In some embodiments, the controller 142 can determine pipeline insulation health or performance integrity, e.g., in order to identify and/or locate pipe insulation failures and/or potential or pending failures. According to one example, pipeline insulation health can be determined based on the determined effective pipe heat loss coefficient, e.g., comparing the heat loss coefficient to a stored baseline value, such as on a meter-by-meter or segment-by-segment basis. In some applications, the stored baseline value may be updated, for example, to reflect normal wear on the pipeline. As another example, the controller 142 can identify the location of wet insulation 146 along the pipeline 102 based on the temperature data. As yet another example, pipeline insulation health for pipeline segments can be determined based on thermal conductivity and temperature rates-of-change, e.g., against a stored baseline value.

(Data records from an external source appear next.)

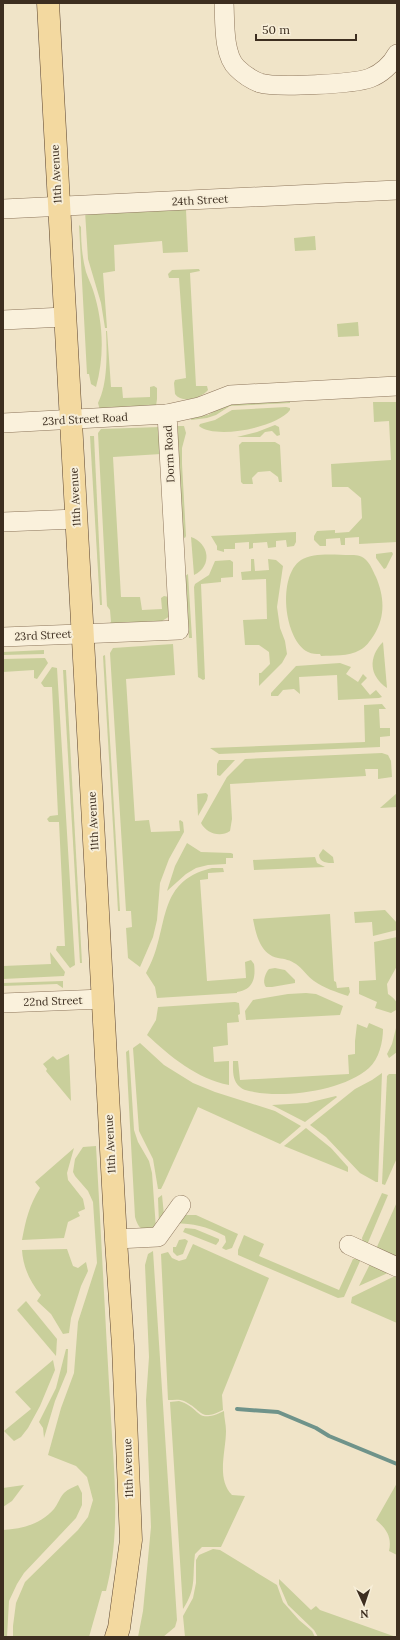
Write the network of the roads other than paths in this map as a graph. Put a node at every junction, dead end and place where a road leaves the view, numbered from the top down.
1 (48, 3) edge
2 (224, 3) edge
3 (397, 54) edge
4 (397, 190) edge
5 (58, 207) junction
6 (3, 209) edge
7 (64, 317) junction
8 (3, 320) edge
9 (397, 386) edge
10 (167, 414) junction
11 (70, 420) junction
12 (3, 423) edge
13 (76, 518) junction
14 (3, 522) edge
15 (82, 634) junction
16 (3, 637) edge
17 (103, 999) junction
18 (3, 1003) edge
19 (181, 1205) dead end
20 (116, 1239) junction
21 (350, 1245) dead end
22 (397, 1267) edge
23 (119, 1634) edge

1 - 5 main road, 11th Avenue
2 - 3 street
4 - 5 street, 24th Street
5 - 6 street, 24th Street
5 - 7 main road, 11th Avenue
7 - 8 street
7 - 11 main road, 11th Avenue
9 - 10 street, Dorm Road
10 - 11 street, 23rd Street Road
10 - 15 street, Dorm Road
11 - 12 street, 23rd Street Road
11 - 13 main road, 11th Avenue
13 - 14 street
13 - 15 main road, 11th Avenue
15 - 16 street, 23rd Street
15 - 17 main road, 11th Avenue
17 - 18 street, 22nd Street
17 - 20 main road, 11th Avenue
19 - 20 street
20 - 23 main road, 11th Avenue
21 - 22 street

In some embodiments, the controller 142 can determine pipeline anchor health based on a spatial shift in temperature values. More specifically, pipeline anchors 122 can “pop” off anchor points and physically move, which may be reflected in the temperature values. For example, as described above, anchors 122 are generally cool spots in the pipeline 102. Therefore, if a measured cool spot shifts to a different segment, this observed shifting pattern can indicate an issue with the anchor 122. Thus, the controller 142 can determine that an anchor 122 has shifted based on the temperature values illustrating a specific pattern (e.g., stored in memory) or, more specifically, by comparing changes in temperature values at and/or adjacent to a known anchor segment to a stored pattern.
In some embodiments, the controller 142 can determine pipeline ruptures and/or other failures using the temperature values. For example, air flowing (e.g., backfilling) into a pipeline 102 can cool the pipeline 102 in a detectable pattern. The controller 142 can thus analyze past temperature values at a given segment along the pipeline 102 (e.g., on a meter-by-meter basis) and compare the temperature values to a predetermined (i.e., stored in memory) pattern indicative of a rupture. If the past temperature values are similar to the predetermined pattern, the controller 142 can determine that a rupture has occurred and/or a location of the rupture. Such patterns, for example, can reflect extreme changes in temperature over a short time period over a specific segment.
In some embodiments, the controller 142 can determine hot spots and/or cold spots (heat sinks) using the temperature values. For example, the controller 142 can compare past temperature values at a given segment along the pipeline (e.g., on a meter-by-meter basis) and compare the temperature values directly or to a predetermined pattern or trend. Based on the comparison (e.g., based on temperatures changing at a predefined rate), the controller 142 can determine hot or cold spots present at specific segments, and/or predict that a hot or cold spot is likely to form at a specific segment. The controller 142 can also consider ambient temperature and/or heating system status in hot and cold spot determinations, such that different patterns or trends may be used in the temperature comparison based on ambient temperature values and/or heater energization status. Such information can assist with adjusting physical attributes of the pipeline 102 before bigger failures occur, such as a rupture.
In some embodiments, the controller 142 can determine a time to freeze based on DTS data alone or in combination with ambient temperature, and/or heating system status (e.g., energy input to the heating cables). For example, time to freeze may be a predicted number (e.g., hours and/or minutes) for a pipeline segment to reach a liquid-to-solid phase change temperature. For example, the controller 142 can determine the predicted number by extrapolating a time to reach a liquid-to-solid phase change temperature based on determined trends in the DTS data and, optionally, while also taking into account ambient temperature and/or heating system status.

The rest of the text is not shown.